Saved entries —
※ ※ ※

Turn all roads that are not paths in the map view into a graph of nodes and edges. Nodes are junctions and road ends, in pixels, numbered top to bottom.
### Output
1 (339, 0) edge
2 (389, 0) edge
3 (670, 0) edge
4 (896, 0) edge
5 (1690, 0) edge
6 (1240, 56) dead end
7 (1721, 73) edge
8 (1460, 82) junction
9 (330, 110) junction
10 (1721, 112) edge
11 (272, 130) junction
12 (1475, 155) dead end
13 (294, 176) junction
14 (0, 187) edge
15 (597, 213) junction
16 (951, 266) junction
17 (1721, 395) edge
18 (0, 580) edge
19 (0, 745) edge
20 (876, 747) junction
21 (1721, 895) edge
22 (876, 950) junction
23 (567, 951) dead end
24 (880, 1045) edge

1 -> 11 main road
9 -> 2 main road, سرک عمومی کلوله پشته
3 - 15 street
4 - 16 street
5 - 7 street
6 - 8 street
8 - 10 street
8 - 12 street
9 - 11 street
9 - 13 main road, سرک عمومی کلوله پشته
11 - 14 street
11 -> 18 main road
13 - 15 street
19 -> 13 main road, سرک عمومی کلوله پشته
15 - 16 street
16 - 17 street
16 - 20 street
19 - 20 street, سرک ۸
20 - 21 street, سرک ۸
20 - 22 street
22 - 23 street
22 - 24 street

※ ※ ※

INSTRUCTIONS TO FOLLOW — Please transcribe all of the records, keeping every line exactly as it is.

THE COMPLETED TASK —
Turn all roads that are not paths in the map view into a graph of nodes and edges. Nodes are junctions and road ends, in pixels, numbered top to bottom.
### Output
1 (339, 0) edge
2 (389, 0) edge
3 (670, 0) edge
4 (896, 0) edge
5 (1690, 0) edge
6 (1240, 56) dead end
7 (1721, 73) edge
8 (1460, 82) junction
9 (330, 110) junction
10 (1721, 112) edge
11 (272, 130) junction
12 (1475, 155) dead end
13 (294, 176) junction
14 (0, 187) edge
15 (597, 213) junction
16 (951, 266) junction
17 (1721, 395) edge
18 (0, 580) edge
19 (0, 745) edge
20 (876, 747) junction
21 (1721, 895) edge
22 (876, 950) junction
23 (567, 951) dead end
24 (880, 1045) edge

1 -> 11 main road
9 -> 2 main road, سرک عمومی کلوله پشته
3 - 15 street
4 - 16 street
5 - 7 street
6 - 8 street
8 - 10 street
8 - 12 street
9 - 11 street
9 - 13 main road, سرک عمومی کلوله پشته
11 - 14 street
11 -> 18 main road
13 - 15 street
19 -> 13 main road, سرک عمومی کلوله پشته
15 - 16 street
16 - 17 street
16 - 20 street
19 - 20 street, سرک ۸
20 - 21 street, سرک ۸
20 - 22 street
22 - 23 street
22 - 24 street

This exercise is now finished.